## MATERIAL PROVIDED
----
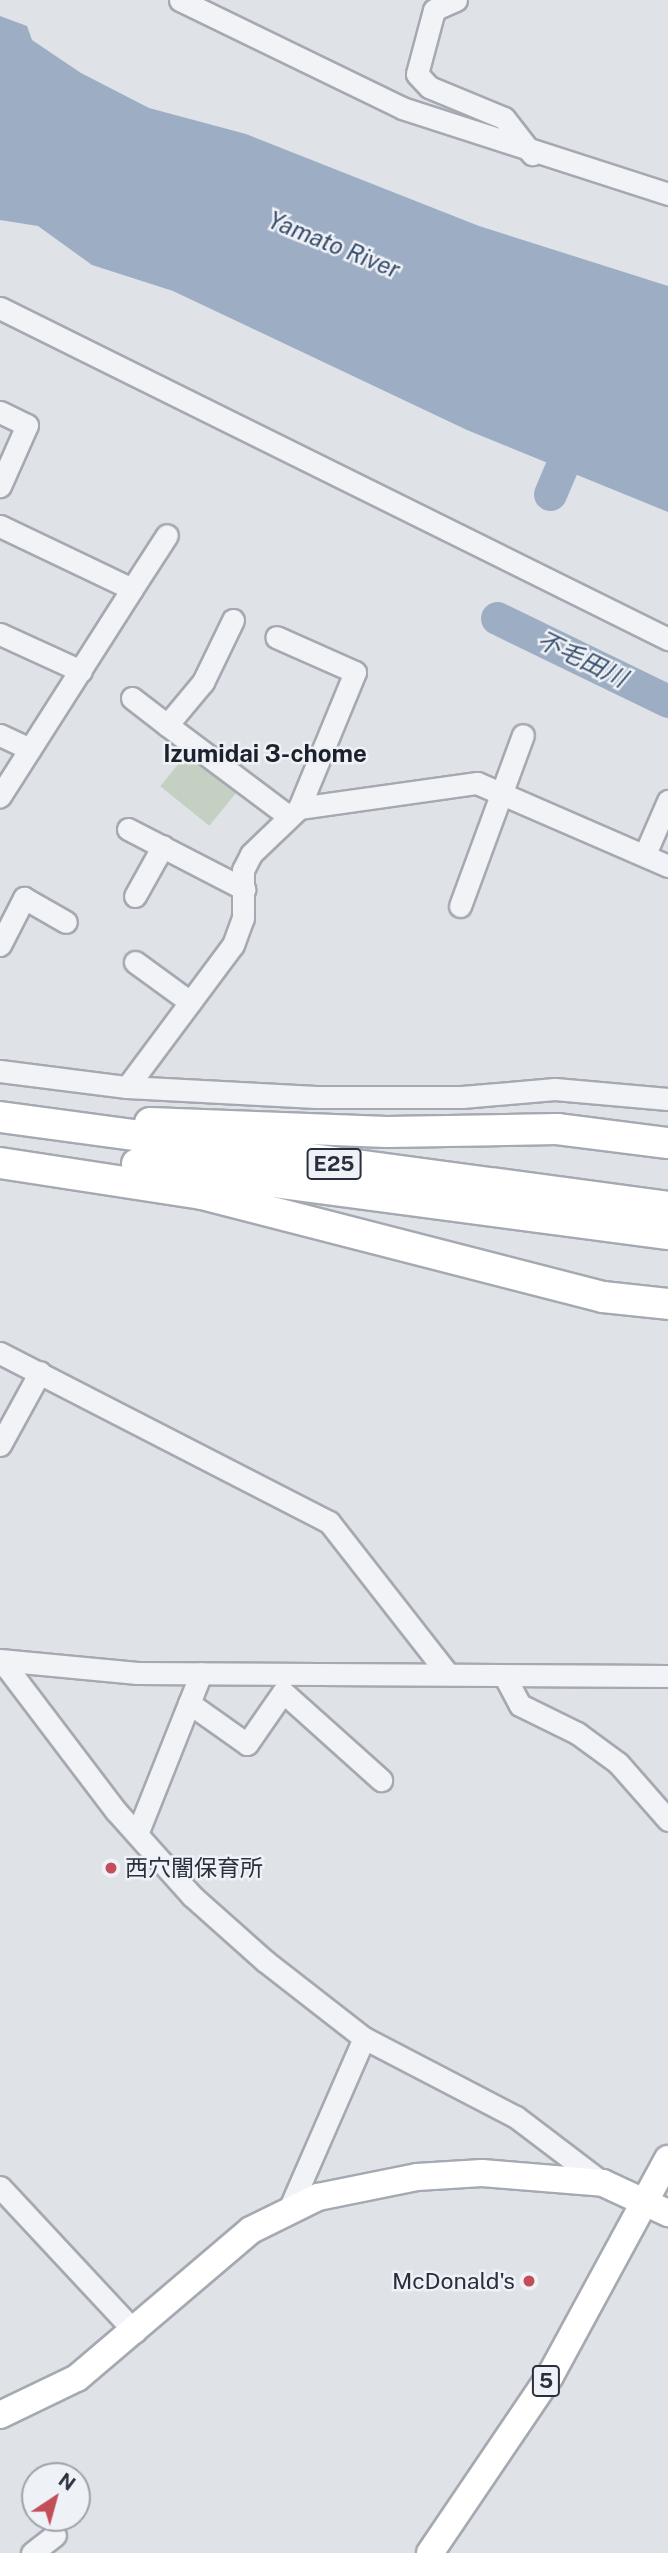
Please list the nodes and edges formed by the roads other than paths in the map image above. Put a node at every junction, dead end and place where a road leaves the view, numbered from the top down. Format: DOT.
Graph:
graph roads {
  1 [pos="180,0"];
  2 [pos="456,0"];
  3 [pos="532,154"];
  4 [pos="668,194"];
  5 [pos="0,308"];
  6 [pos="0,412"];
  7 [pos="0,486"];
  8 [pos="0,526"];
  9 [pos="167,535"];
  10 [pos="132,589"];
  11 [pos="233,620"];
  12 [pos="0,634"];
  13 [pos="276,637"];
  14 [pos="668,639"];
  15 [pos="81,671"];
  16 [pos="132,698"];
  17 [pos="167,724"];
  18 [pos="0,735"];
  19 [pos="523,735"];
  20 [pos="30,749"];
  21 [pos="502,792"];
  22 [pos="0,796"];
  23 [pos="668,801"];
  24 [pos="293,812"];
  25 [pos="128,829"];
  26 [pos="163,846"];
  27 [pos="645,854"];
  28 [pos="668,866"];
  29 [pos="244,889"];
  30 [pos="135,896"];
  31 [pos="460,906"];
  32 [pos="66,922"];
  33 [pos="0,945"];
  34 [pos="135,962"];
  35 [pos="190,1002"];
  36 [pos="0,1071"];
  37 [pos="127,1087"];
  38 [pos="668,1099"];
  39 [pos="0,1108"];
  40 [pos="0,1117"];
  41 [pos="0,1143"];
  42 [pos="668,1143"];
  43 [pos="0,1163"];
  44 [pos="668,1208"];
  45 [pos="668,1234"];
  46 [pos="668,1304"];
  47 [pos="0,1353"];
  48 [pos="40,1371"];
  49 [pos="0,1445"];
  50 [pos="1,1661"];
  51 [pos="201,1673"];
  52 [pos="447,1673"];
  53 [pos="504,1675"];
  54 [pos="668,1675"];
  55 [pos="189,1703"];
  56 [pos="381,1780"];
  57 [pos="668,1820"];
  58 [pos="137,1834"];
  59 [pos="364,2038"];
  60 [pos="668,2159"];
  61 [pos="603,2183"];
  62 [pos="0,2187"];
  63 [pos="291,2206"];
  64 [pos="658,2207"];
  65 [pos="135,2332"];
  66 [pos="0,2415"];
  67 [pos="55,2535"];
  68 [pos="32,2553"];
  69 [pos="430,2553"];
  1 -- 3 [label="street"];
  2 -- 3 [label="street"];
  3 -- 4 [label="street"];
  5 -- 14 [label="street"];
  6 -- 7 [label="street"];
  8 -- 10 [label="street"];
  9 -- 10 [label="street"];
  10 -- 15 [label="street"];
  11 -- 17 [label="street"];
  12 -- 15 [label="street"];
  13 -- 24 [label="street"];
  15 -- 20 [label="street"];
  16 -- 17 [label="street"];
  17 -- 24 [label="street"];
  18 -- 20 [label="street"];
  19 -- 21 [label="street"];
  20 -- 22 [label="street"];
  21 -- 24 [label="street"];
  21 -- 27 [label="street"];
  21 -- 31 [label="street"];
  23 -- 27 [label="street"];
  24 -- 29 [label="street"];
  25 -- 26 [label="street"];
  26 -- 29 [label="street"];
  26 -- 30 [label="street"];
  27 -- 28 [label="street"];
  29 -- 35 [label="street"];
  32 -- 33 [label="street"];
  34 -- 35 [label="street"];
  35 -- 37 [label="street"];
  36 -- 37 [label="street"];
  37 -- 38 [label="street"];
  39 -- 42 [label="highway"];
  40 -- 44 [label="highway, E25"];
  41 -- 45 [label="highway, E25"];
  43 -- 46 [label="highway"];
  47 -- 48 [label="street"];
  48 -- 49 [label="street"];
  48 -- 52 [label="street"];
  50 -- 51 [label="street"];
  50 -- 58 [label="street"];
  51 -- 52 [label="street"];
  51 -- 55 [label="street"];
  52 -- 53 [label="street"];
  53 -- 54 [label="street"];
  53 -- 57 [label="street"];
  55 -- 56 [label="street"];
  55 -- 58 [label="street"];
  58 -- 59 [label="street"];
  59 -- 61 [label="street"];
  59 -- 63 [label="street"];
  60 -- 64 [label="main road, 5"];
  61 -- 63 [label="main road"];
  61 -- 64 [label="main road"];
  62 -- 65 [label="street"];
  63 -- 65 [label="main road"];
  64 -- 69 [label="main road, 5"];
  65 -- 66 [label="main road"];
  67 -- 68 [label="street"];
}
----
Hand back the records above exactly as they are, pictures excluded.

Please list the nodes and edges formed by the roads other than paths in the map image above. Put a node at every junction, dead end and place where a road leaves the view, numbered from the top down. Format: DOT.
Graph:
graph roads {
  1 [pos="180,0"];
  2 [pos="456,0"];
  3 [pos="532,154"];
  4 [pos="668,194"];
  5 [pos="0,308"];
  6 [pos="0,412"];
  7 [pos="0,486"];
  8 [pos="0,526"];
  9 [pos="167,535"];
  10 [pos="132,589"];
  11 [pos="233,620"];
  12 [pos="0,634"];
  13 [pos="276,637"];
  14 [pos="668,639"];
  15 [pos="81,671"];
  16 [pos="132,698"];
  17 [pos="167,724"];
  18 [pos="0,735"];
  19 [pos="523,735"];
  20 [pos="30,749"];
  21 [pos="502,792"];
  22 [pos="0,796"];
  23 [pos="668,801"];
  24 [pos="293,812"];
  25 [pos="128,829"];
  26 [pos="163,846"];
  27 [pos="645,854"];
  28 [pos="668,866"];
  29 [pos="244,889"];
  30 [pos="135,896"];
  31 [pos="460,906"];
  32 [pos="66,922"];
  33 [pos="0,945"];
  34 [pos="135,962"];
  35 [pos="190,1002"];
  36 [pos="0,1071"];
  37 [pos="127,1087"];
  38 [pos="668,1099"];
  39 [pos="0,1108"];
  40 [pos="0,1117"];
  41 [pos="0,1143"];
  42 [pos="668,1143"];
  43 [pos="0,1163"];
  44 [pos="668,1208"];
  45 [pos="668,1234"];
  46 [pos="668,1304"];
  47 [pos="0,1353"];
  48 [pos="40,1371"];
  49 [pos="0,1445"];
  50 [pos="1,1661"];
  51 [pos="201,1673"];
  52 [pos="447,1673"];
  53 [pos="504,1675"];
  54 [pos="668,1675"];
  55 [pos="189,1703"];
  56 [pos="381,1780"];
  57 [pos="668,1820"];
  58 [pos="137,1834"];
  59 [pos="364,2038"];
  60 [pos="668,2159"];
  61 [pos="603,2183"];
  62 [pos="0,2187"];
  63 [pos="291,2206"];
  64 [pos="658,2207"];
  65 [pos="135,2332"];
  66 [pos="0,2415"];
  67 [pos="55,2535"];
  68 [pos="32,2553"];
  69 [pos="430,2553"];
  1 -- 3 [label="street"];
  2 -- 3 [label="street"];
  3 -- 4 [label="street"];
  5 -- 14 [label="street"];
  6 -- 7 [label="street"];
  8 -- 10 [label="street"];
  9 -- 10 [label="street"];
  10 -- 15 [label="street"];
  11 -- 17 [label="street"];
  12 -- 15 [label="street"];
  13 -- 24 [label="street"];
  15 -- 20 [label="street"];
  16 -- 17 [label="street"];
  17 -- 24 [label="street"];
  18 -- 20 [label="street"];
  19 -- 21 [label="street"];
  20 -- 22 [label="street"];
  21 -- 24 [label="street"];
  21 -- 27 [label="street"];
  21 -- 31 [label="street"];
  23 -- 27 [label="street"];
  24 -- 29 [label="street"];
  25 -- 26 [label="street"];
  26 -- 29 [label="street"];
  26 -- 30 [label="street"];
  27 -- 28 [label="street"];
  29 -- 35 [label="street"];
  32 -- 33 [label="street"];
  34 -- 35 [label="street"];
  35 -- 37 [label="street"];
  36 -- 37 [label="street"];
  37 -- 38 [label="street"];
  39 -- 42 [label="highway"];
  40 -- 44 [label="highway, E25"];
  41 -- 45 [label="highway, E25"];
  43 -- 46 [label="highway"];
  47 -- 48 [label="street"];
  48 -- 49 [label="street"];
  48 -- 52 [label="street"];
  50 -- 51 [label="street"];
  50 -- 58 [label="street"];
  51 -- 52 [label="street"];
  51 -- 55 [label="street"];
  52 -- 53 [label="street"];
  53 -- 54 [label="street"];
  53 -- 57 [label="street"];
  55 -- 56 [label="street"];
  55 -- 58 [label="street"];
  58 -- 59 [label="street"];
  59 -- 61 [label="street"];
  59 -- 63 [label="street"];
  60 -- 64 [label="main road, 5"];
  61 -- 63 [label="main road"];
  61 -- 64 [label="main road"];
  62 -- 65 [label="street"];
  63 -- 65 [label="main road"];
  64 -- 69 [label="main road, 5"];
  65 -- 66 [label="main road"];
  67 -- 68 [label="street"];
}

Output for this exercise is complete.